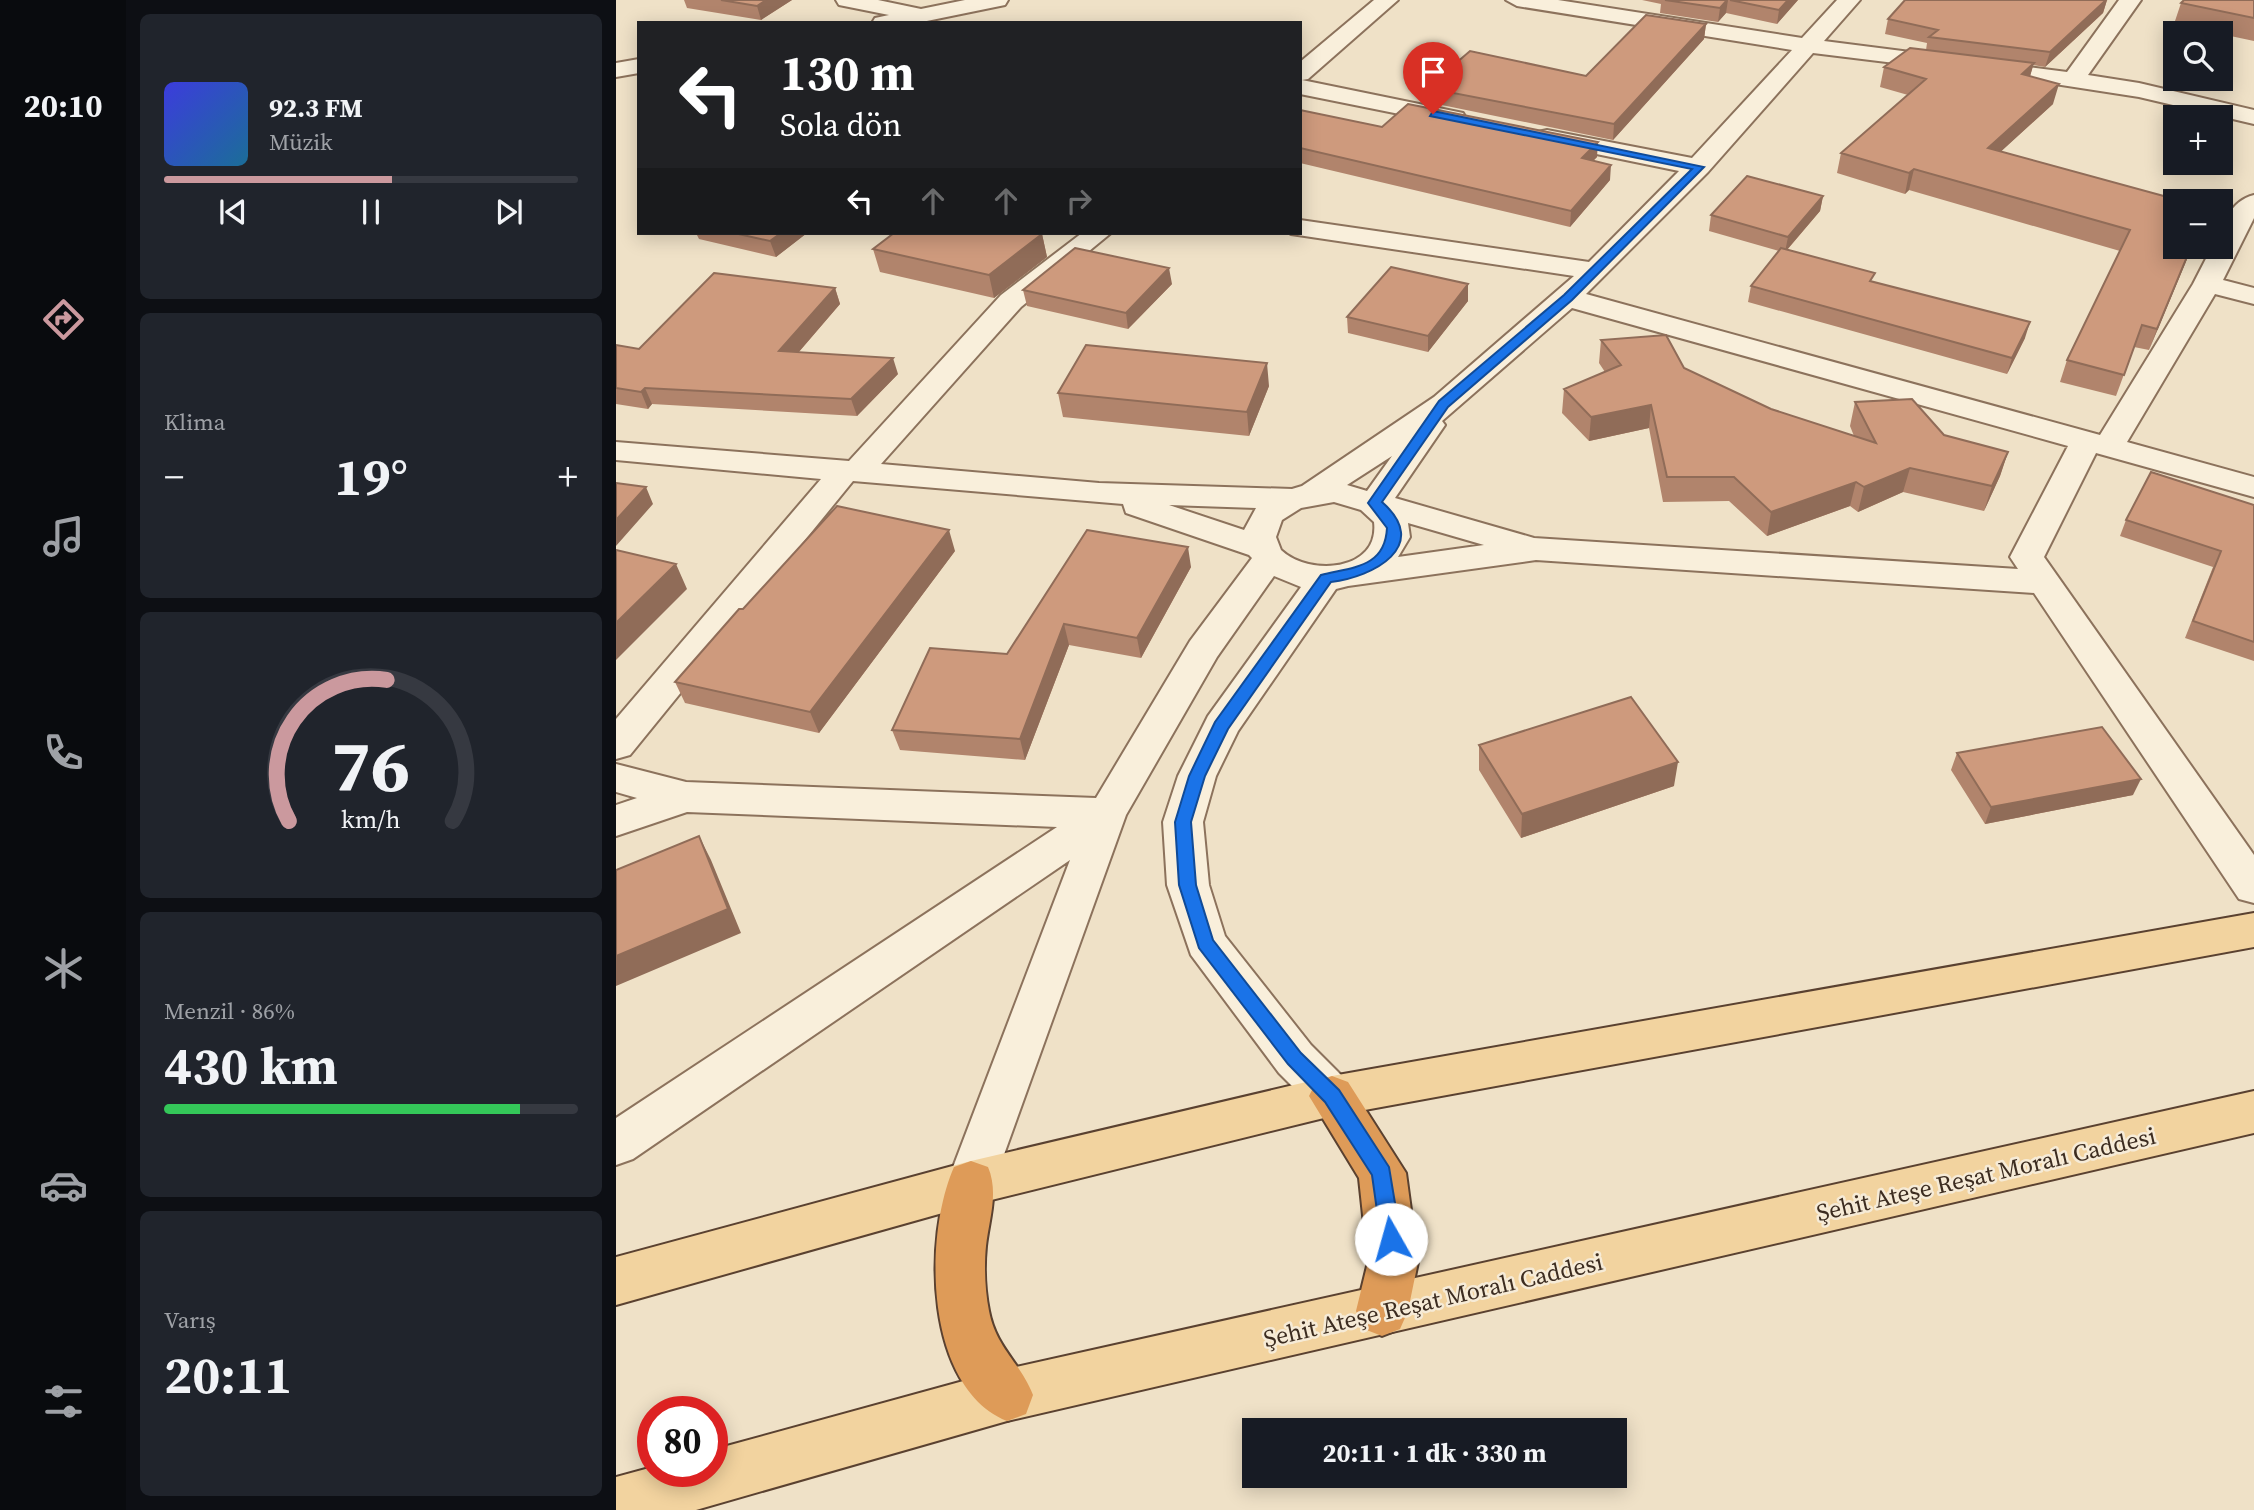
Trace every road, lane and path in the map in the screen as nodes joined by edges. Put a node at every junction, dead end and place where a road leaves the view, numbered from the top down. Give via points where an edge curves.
1 (847, 0) edge
2 (997, 0) edge
3 (1387, 0) edge
4 (1517, 0) edge
5 (1849, 0) edge
6 (2130, 0) edge
7 (921, 15) junction
8 (892, 21) edge
9 (1808, 46) junction
10 (637, 66) edge
11 (616, 70) edge
12 (1302, 72) edge
13 (2073, 80) junction
14 (1302, 87) edge
15 (2254, 117) edge
16 (1473, 122) edge
17 (1526, 133) edge
18 (1699, 167) junction
19 (2254, 203) edge
20 (1302, 228) edge
21 (1095, 235) edge
22 (1596, 271) junction
23 (2207, 284) junction
24 (2254, 296) edge
25 (1568, 298) junction
26 (1444, 404) junction
27 (2097, 445) junction
28 (616, 451) edge
29 (851, 471) junction
30 (2254, 487) edge
31 (1099, 493) junction
32 (1304, 496) junction
33 (1375, 503) junction
34 (1536, 549) junction
35 (1265, 553) junction
36 (1338, 577) junction
37 (2045, 582) junction
38 (616, 744) edge
39 (616, 778) edge
40 (686, 797) junction
41 (1107, 814) junction
42 (616, 821) edge
43 (2254, 887) edge
44 (2254, 930) edge
45 (1332, 1096) junction
46 (2254, 1112) edge
47 (616, 1144) edge
48 (971, 1183) junction
49 (616, 1281) edge
50 (1382, 1311) junction
51 (1007, 1395) junction
52 (616, 1505) edge

1 - 7 street
2 - 7 street
3 - 12 street
4 - 9 street
5 - 9 street
6 - 13 street
7 - 8 street
9 - 13 street
9 - 18 street
10 - 11 street
13 - 15 street
14 - 16 street
17 - 18 street
18 - 22 street
19 - 23 street via 2238,220
20 - 22 street
21 - 29 street via 1011,300
22 - 25 street
23 - 24 street
23 - 27 street
25 - 26 street
25 - 27 street
26 - 32 street
26 - 33 street
27 - 30 street
27 - 37 street via 2027,557
28 - 29 street
29 - 31 street
29 - 38 street
31 - 32 street
31 - 35 street
32 - 33 street via 1356,495
32 - 35 street via 1277,507 1265,519 1260,533
33 - 34 street
33 - 36 street via 1394,528 1394,542 1370,567
34 - 36 street
34 - 37 street
35 - 36 street via 1284,569 1303,576
35 - 41 street
36 - 45 street via 1221,726 1197,776 1183,822 1188,885 1206,943 1294,1059
37 - 43 street
39 - 40 street
40 - 41 street
40 - 42 street
41 - 47 street
41 - 48 street
44 - 45 main road
45 - 48 main road
45 - 50 highway via 1382,1173 1393,1262
46 - 50 main road, Şehit Ateşe Reşat Moralı Caddesi
48 - 49 main road
48 - 51 highway via 961,1249 963,1310 976,1357
50 - 51 main road, Şehit Ateşe Reşat Moralı Caddesi
51 - 52 main road, Şehit Ateşe Reşat Moralı Caddesi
======
What is needed ▸ Reproduce the listing above exactly, without a single picture.

Exercise result ▸
Trace every road, lane and path in the map in the screen as nodes joined by edges. Put a node at every junction, dead end and place where a road leaves the view, numbered from the top down. Give via points where an edge curves.
1 (847, 0) edge
2 (997, 0) edge
3 (1387, 0) edge
4 (1517, 0) edge
5 (1849, 0) edge
6 (2130, 0) edge
7 (921, 15) junction
8 (892, 21) edge
9 (1808, 46) junction
10 (637, 66) edge
11 (616, 70) edge
12 (1302, 72) edge
13 (2073, 80) junction
14 (1302, 87) edge
15 (2254, 117) edge
16 (1473, 122) edge
17 (1526, 133) edge
18 (1699, 167) junction
19 (2254, 203) edge
20 (1302, 228) edge
21 (1095, 235) edge
22 (1596, 271) junction
23 (2207, 284) junction
24 (2254, 296) edge
25 (1568, 298) junction
26 (1444, 404) junction
27 (2097, 445) junction
28 (616, 451) edge
29 (851, 471) junction
30 (2254, 487) edge
31 (1099, 493) junction
32 (1304, 496) junction
33 (1375, 503) junction
34 (1536, 549) junction
35 (1265, 553) junction
36 (1338, 577) junction
37 (2045, 582) junction
38 (616, 744) edge
39 (616, 778) edge
40 (686, 797) junction
41 (1107, 814) junction
42 (616, 821) edge
43 (2254, 887) edge
44 (2254, 930) edge
45 (1332, 1096) junction
46 (2254, 1112) edge
47 (616, 1144) edge
48 (971, 1183) junction
49 (616, 1281) edge
50 (1382, 1311) junction
51 (1007, 1395) junction
52 (616, 1505) edge

1 - 7 street
2 - 7 street
3 - 12 street
4 - 9 street
5 - 9 street
6 - 13 street
7 - 8 street
9 - 13 street
9 - 18 street
10 - 11 street
13 - 15 street
14 - 16 street
17 - 18 street
18 - 22 street
19 - 23 street via 2238,220
20 - 22 street
21 - 29 street via 1011,300
22 - 25 street
23 - 24 street
23 - 27 street
25 - 26 street
25 - 27 street
26 - 32 street
26 - 33 street
27 - 30 street
27 - 37 street via 2027,557
28 - 29 street
29 - 31 street
29 - 38 street
31 - 32 street
31 - 35 street
32 - 33 street via 1356,495
32 - 35 street via 1277,507 1265,519 1260,533
33 - 34 street
33 - 36 street via 1394,528 1394,542 1370,567
34 - 36 street
34 - 37 street
35 - 36 street via 1284,569 1303,576
35 - 41 street
36 - 45 street via 1221,726 1197,776 1183,822 1188,885 1206,943 1294,1059
37 - 43 street
39 - 40 street
40 - 41 street
40 - 42 street
41 - 47 street
41 - 48 street
44 - 45 main road
45 - 48 main road
45 - 50 highway via 1382,1173 1393,1262
46 - 50 main road, Şehit Ateşe Reşat Moralı Caddesi
48 - 49 main road
48 - 51 highway via 961,1249 963,1310 976,1357
50 - 51 main road, Şehit Ateşe Reşat Moralı Caddesi
51 - 52 main road, Şehit Ateşe Reşat Moralı Caddesi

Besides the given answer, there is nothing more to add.